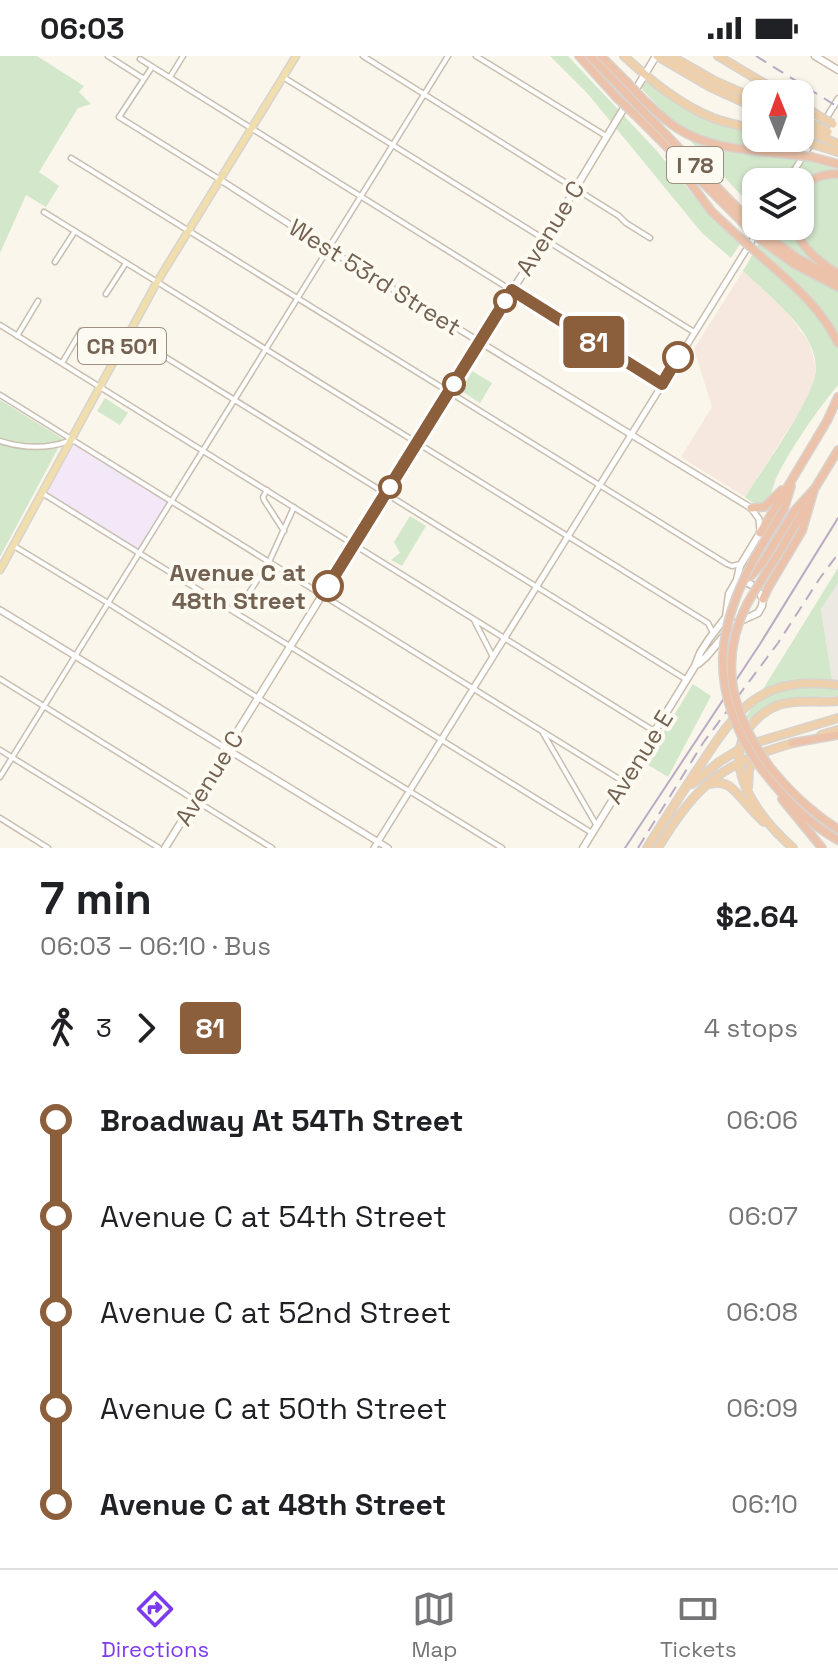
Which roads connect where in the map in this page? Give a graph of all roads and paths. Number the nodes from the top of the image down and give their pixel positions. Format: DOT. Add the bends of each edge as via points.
graph roads {
  1 [pos="108,56"];
  2 [pos="183,56"];
  3 [pos="296,56"];
  4 [pos="363,56"];
  5 [pos="448,56"];
  6 [pos="476,56"];
  7 [pos="579,56"];
  8 [pos="590,56"];
  9 [pos="601,56"];
  10 [pos="624,56"];
  11 [pos="657,56"];
  12 [pos="718,56"];
  13 [pos="815,56"];
  14 [pos="140,59"];
  15 [pos="669,59"];
  16 [pos="153,67"];
  17 [pos="838,70"];
  18 [pos="645,75"];
  19 [pos="170,77"];
  20 [pos="283,77"];
  21 [pos="144,79"];
  22 [pos="758,80"];
  23 [pos="624,85"];
  24 [pos="742,93"];
  25 [pos="424,94"];
  26 [pos="838,99"];
  27 [pos="742,102"];
  28 [pos="639,106"];
  29 [pos="814,113"];
  30 [pos="742,126"];
  31 [pos="252,128"];
  32 [pos="831,130"];
  33 [pos="654,135"];
  34 [pos="606,136"];
  35 [pos="838,136"];
  36 [pos="838,144"];
  37 [pos="392,145"];
  38 [pos="814,145"];
  39 [pos="838,152"];
  40 [pos="71,158"];
  41 [pos="838,164"];
  42 [pos="796,168"];
  43 [pos="838,174"];
  44 [pos="814,178"];
  45 [pos="219,179"];
  46 [pos="575,189"];
  47 [pos="361,197"];
  48 [pos="44,212"];
  49 [pos="742,216"];
  50 [pos="742,218"];
  51 [pos="75,231"];
  52 [pos="188,231"];
  53 [pos="650,238"];
  54 [pos="545,239"];
  55 [pos="757,240"];
  56 [pos="769,240"];
  57 [pos="772,240"];
  58 [pos="800,240"];
  59 [pos="328,249"];
  60 [pos="55,262"];
  61 [pos="126,263"];
  62 [pos="838,276"];
  63 [pos="157,282"];
  64 [pos="838,287"];
  65 [pos="512,290"];
  66 [pos="106,294"];
  67 [pos="297,299"];
  68 [pos="38,301"];
  69 [pos="0,325"];
  70 [pos="81,331"];
  71 [pos="694,332"];
  72 [pos="128,334"];
  73 [pos="17,336"];
  74 [pos="480,341"];
  75 [pos="838,343"];
  76 [pos="266,349"];
  77 [pos="62,363"];
  78 [pos="662,384"];
  79 [pos="100,387"];
  80 [pos="449,393"];
  81 [pos="0,395"];
  82 [pos="838,397"];
  83 [pos="233,400"];
  84 [pos="838,413"];
  85 [pos="827,421"];
  86 [pos="632,434"];
  87 [pos="71,440"];
  88 [pos="0,441"];
  89 [pos="417,443"];
  90 [pos="202,450"];
  91 [pos="838,450"];
  92 [pos="794,476"];
  93 [pos="600,485"];
  94 [pos="815,488"];
  95 [pos="267,490"];
  96 [pos="42,493"];
  97 [pos="385,494"];
  98 [pos="170,501"];
  99 [pos="294,507"];
  100 [pos="751,508"];
  101 [pos="795,510"];
  102 [pos="284,531"];
  103 [pos="760,533"];
  104 [pos="568,536"];
  105 [pos="354,544"];
  106 [pos="13,546"];
  107 [pos="138,553"];
  108 [pos="269,562"];
  109 [pos="763,562"];
  110 [pos="741,564"];
  111 [pos="0,570"];
  112 [pos="743,581"];
  113 [pos="734,585"];
  114 [pos="537,587"];
  115 [pos="761,595"];
  116 [pos="321,596"];
  117 [pos="729,602"];
  118 [pos="108,603"];
  119 [pos="0,610"];
  120 [pos="236,613"];
  121 [pos="750,617"];
  122 [pos="473,618"];
  123 [pos="713,633"];
  124 [pos="505,638"];
  125 [pos="290,647"];
  126 [pos="75,655"];
  127 [pos="493,657"];
  128 [pos="695,666"];
  129 [pos="0,679"];
  130 [pos="687,680"];
  131 [pos="838,685"];
  132 [pos="474,688"];
  133 [pos="258,698"];
  134 [pos="838,701"];
  135 [pos="44,706"];
  136 [pos="838,718"];
  137 [pos="750,726"];
  138 [pos="542,731"];
  139 [pos="655,732"];
  140 [pos="838,733"];
  141 [pos="441,740"];
  142 [pos="755,743"];
  143 [pos="227,748"];
  144 [pos="0,750"];
  145 [pos="739,750"];
  146 [pos="765,751"];
  147 [pos="12,758"];
  148 [pos="739,762"];
  149 [pos="766,768"];
  150 [pos="0,777"];
  151 [pos="624,782"];
  152 [pos="706,785"];
  153 [pos="748,790"];
  154 [pos="410,792"];
  155 [pos="195,800"];
  156 [pos="677,801"];
  157 [pos="0,818"];
  158 [pos="597,826"];
  159 [pos="772,828"];
  160 [pos="838,829"];
  161 [pos="592,833"];
  162 [pos="838,840"];
  163 [pos="376,845"];
  164 [pos="48,848"];
  165 [pos="159,848"];
  166 [pos="165,848"];
  167 [pos="272,848"];
  168 [pos="388,848"];
  169 [pos="502,848"];
  170 [pos="583,848"];
  171 [pos="647,848"];
  172 [pos="658,848"];
  173 [pos="793,848"];
  174 [pos="824,848"];
  1 -- 21 [label="street"];
  2 -- 19 [label="street"];
  3 -- 20 [label="main road, CR 501"];
  4 -- 25 [label="street"];
  5 -- 25 [label="street"];
  6 -- 34 [label="street"];
  7 -- 28 [label="highway, I 78, bridge" via="616,97"];
  8 -- 23 [label="highway, I 78"];
  9 -- 23 [label="highway"];
  10 -- 18 [label="highway"];
  11 -- 15 [label="highway"];
  11 -- 18 [label="main road, Avenue C"];
  12 -- 22 [label="highway"];
  13 -- 17 [label="main road"];
  14 -- 16 [label="street"];
  15 -- 24 [label="highway"];
  15 -- 27 [label="highway"];
  16 -- 19 [label="street"];
  16 -- 21 [label="street"];
  18 -- 30 [label="highway" via="684,104"];
  18 -- 34 [label="main road, Avenue C"];
  19 -- 31 [label="street"];
  20 -- 31 [label="main road, CR 501"];
  20 -- 37 [label="street"];
  21 -- 45 [label="street, West 53rd Street" via="119,117"];
  23 -- 28 [label="highway, I 78, bridge"];
  25 -- 37 [label="street"];
  25 -- 46 [label="street"];
  26 -- 42 [label="street"];
  28 -- 33 [label="highway, I 78"];
  28 -- 41 [label="highway, bridge" via="715,145"];
  28 -- 49 [label="highway, I 78"];
  29 -- 32 [label="highway, bridge"];
  31 -- 45 [label="main road, CR 501"];
  31 -- 47 [label="street"];
  32 -- 35 [label="highway"];
  32 -- 36 [label="highway"];
  33 -- 50 [label="highway, I 78"];
  33 -- 75 [label="highway, bridge" via="712,212 811,302"];
  34 -- 46 [label="main road, Avenue C"];
  37 -- 47 [label="street"];
  37 -- 54 [label="street"];
  38 -- 39 [label="highway, bridge"];
  40 -- 52 [label="street"];
  43 -- 44 [label="highway"];
  45 -- 52 [label="main road, CR 501"];
  45 -- 59 [label="street, West 53rd Street"];
  46 -- 53 [label="street"];
  46 -- 54 [label="main road, Avenue C"];
  47 -- 59 [label="street"];
  47 -- 65 [label="street"];
  48 -- 51 [label="street"];
  51 -- 60 [label="street"];
  51 -- 61 [label="street"];
  52 -- 63 [label="main road, CR 501"];
  52 -- 67 [label="street"];
  54 -- 65 [label="main road, Avenue C"];
  54 -- 71 [label="street"];
  55 -- 71 [label="street"];
  56 -- 64 [label="highway, I 78" via="794,264"];
  57 -- 62 [label="highway, I 78"];
  58 -- 62 [label="highway"];
  59 -- 67 [label="street"];
  59 -- 74 [label="street, West 53rd Street"];
  61 -- 63 [label="street"];
  61 -- 66 [label="street"];
  63 -- 72 [label="main road, CR 501"];
  63 -- 76 [label="street"];
  65 -- 74 [label="main road, Avenue C"];
  65 -- 78 [label="street"];
  67 -- 76 [label="street"];
  67 -- 80 [label="street"];
  68 -- 73 [label="street"];
  69 -- 73 [label="street"];
  70 -- 77 [label="street"];
  71 -- 78 [label="street"];
  72 -- 79 [label="main road, CR 501"];
  72 -- 83 [label="street"];
  73 -- 77 [label="street"];
  74 -- 80 [label="main road, Avenue C"];
  74 -- 86 [label="street, West 53rd Street"];
  76 -- 83 [label="street"];
  76 -- 89 [label="street"];
  77 -- 79 [label="street"];
  78 -- 86 [label="street"];
  79 -- 87 [label="main road, CR 501"];
  79 -- 90 [label="street"];
  80 -- 89 [label="main road, Avenue C"];
  80 -- 93 [label="street"];
  81 -- 87 [label="street"];
  82 -- 85 [label="highway"];
  83 -- 90 [label="street"];
  83 -- 97 [label="street"];
  84 -- 85 [label="highway"];
  85 -- 92 [label="highway"];
  86 -- 93 [label="street"];
  86 -- 100 [label="street, West 53rd Street"];
  87 -- 88 [label="street" via="31,447"];
  87 -- 96 [label="main road, CR 501"];
  87 -- 98 [label="street"];
  89 -- 97 [label="main road, Avenue C"];
  89 -- 104 [label="street"];
  90 -- 95 [label="street"];
  90 -- 98 [label="street"];
  91 -- 94 [label="highway"];
  92 -- 100 [label="highway" via="767,505"];
  92 -- 101 [label="highway"];
  92 -- 103 [label="highway"];
  92 -- 149 [label="highway, bridge" via="784,509 733,604 722,666 729,710 740,736"];
  93 -- 104 [label="street"];
  93 -- 110 [label="street" via="727,564"];
  94 -- 101 [label="highway"];
  94 -- 115 [label="highway" via="802,531"];
  94 -- 149 [label="highway, bridge" via="743,614 734,641 732,691"];
  95 -- 99 [label="street"];
  95 -- 102 [label="street" via="264,500"];
  96 -- 106 [label="main road, CR 501"];
  96 -- 107 [label="street"];
  97 -- 105 [label="main road, Avenue C"];
  97 -- 114 [label="street"];
  98 -- 107 [label="street"];
  98 -- 108 [label="street"];
  99 -- 102 [label="street"];
  99 -- 105 [label="street"];
  100 -- 103 [label="street"];
  101 -- 109 [label="highway"];
  102 -- 108 [label="street"];
  103 -- 110 [label="main road"];
  104 -- 114 [label="street"];
  104 -- 123 [label="street" via="708,623"];
  105 -- 116 [label="main road, Avenue C"];
  105 -- 122 [label="street"];
  106 -- 111 [label="main road, CR 501"];
  106 -- 118 [label="street"];
  107 -- 118 [label="street"];
  107 -- 120 [label="street"];
  108 -- 116 [label="street"];
  108 -- 120 [label="street"];
  109 -- 112 [label="highway"];
  109 -- 115 [label="highway" via="757,577"];
  110 -- 113 [label="main road"];
  112 -- 113 [label="main road"];
  112 -- 115 [label="main road"];
  113 -- 117 [label="main road"];
  114 -- 124 [label="street"];
  114 -- 130 [label="street"];
  115 -- 121 [label="main road" via="760,610"];
  116 -- 125 [label="main road, Avenue C"];
  116 -- 132 [label="street"];
  117 -- 121 [label="main road" via="735,613"];
  117 -- 123 [label="main road, Avenue E" via="726,617"];
  118 -- 126 [label="street"];
  118 -- 133 [label="street"];
  119 -- 126 [label="street"];
  120 -- 125 [label="street"];
  121 -- 128 [label="main road, Avenue E" via="734,624"];
  122 -- 124 [label="street"];
  122 -- 127 [label="street"];
  123 -- 128 [label="main road, Avenue E"];
  124 -- 127 [label="street"];
  124 -- 139 [label="street"];
  125 -- 133 [label="main road, Avenue C"];
  125 -- 141 [label="street"];
  126 -- 135 [label="street"];
  126 -- 143 [label="street"];
  127 -- 132 [label="street"];
  128 -- 130 [label="main road, Avenue E"];
  129 -- 135 [label="street"];
  130 -- 139 [label="main road, Avenue E"];
  131 -- 156 [label="highway" via="794,684 742,708"];
  132 -- 138 [label="street"];
  132 -- 141 [label="street"];
  133 -- 143 [label="main road, Avenue C"];
  133 -- 154 [label="street"];
  134 -- 137 [label="highway" via="780,705"];
  135 -- 147 [label="street"];
  135 -- 155 [label="street"];
  136 -- 142 [label="highway"];
  137 -- 142 [label="highway"];
  137 -- 145 [label="highway"];
  138 -- 151 [label="street"];
  138 -- 158 [label="street"];
  139 -- 151 [label="main road, Avenue E"];
  140 -- 146 [label="highway"];
  141 -- 154 [label="street"];
  141 -- 161 [label="street"];
  142 -- 145 [label="highway"];
  142 -- 146 [label="highway"];
  143 -- 155 [label="main road, Avenue C"];
  143 -- 163 [label="street"];
  144 -- 147 [label="street"];
  145 -- 148 [label="highway"];
  145 -- 156 [label="highway" via="709,769"];
  146 -- 148 [label="highway"];
  146 -- 153 [label="highway" via="750,766"];
  147 -- 150 [label="street"];
  147 -- 165 [label="street"];
  148 -- 152 [label="highway"];
  148 -- 153 [label="highway"];
  149 -- 160 [label="highway"];
  149 -- 162 [label="highway" via="798,811"];
  149 -- 174 [label="highway" via="790,811"];
  151 -- 158 [label="main road, Avenue E"];
  152 -- 159 [label="highway" via="730,787"];
  152 -- 172 [label="highway"];
  153 -- 159 [label="highway"];
  154 -- 163 [label="street"];
  154 -- 169 [label="street"];
  155 -- 166 [label="main road, Avenue C"];
  155 -- 167 [label="street"];
  156 -- 171 [label="highway"];
  157 -- 164 [label="street"];
  158 -- 161 [label="main road, Avenue E"];
  159 -- 173 [label="highway"];
  161 -- 170 [label="main road, Avenue E"];
  163 -- 168 [label="street"];
}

#####

Scan the material above for the string "roads" and copy every line that has it.

Which roads connect where in the map in this page? Give a graph of all roads and paths. Number the nodes from the top of the image down and give their pixel positions. Format: DOT. Add the bends of each edge as via points.
graph roads {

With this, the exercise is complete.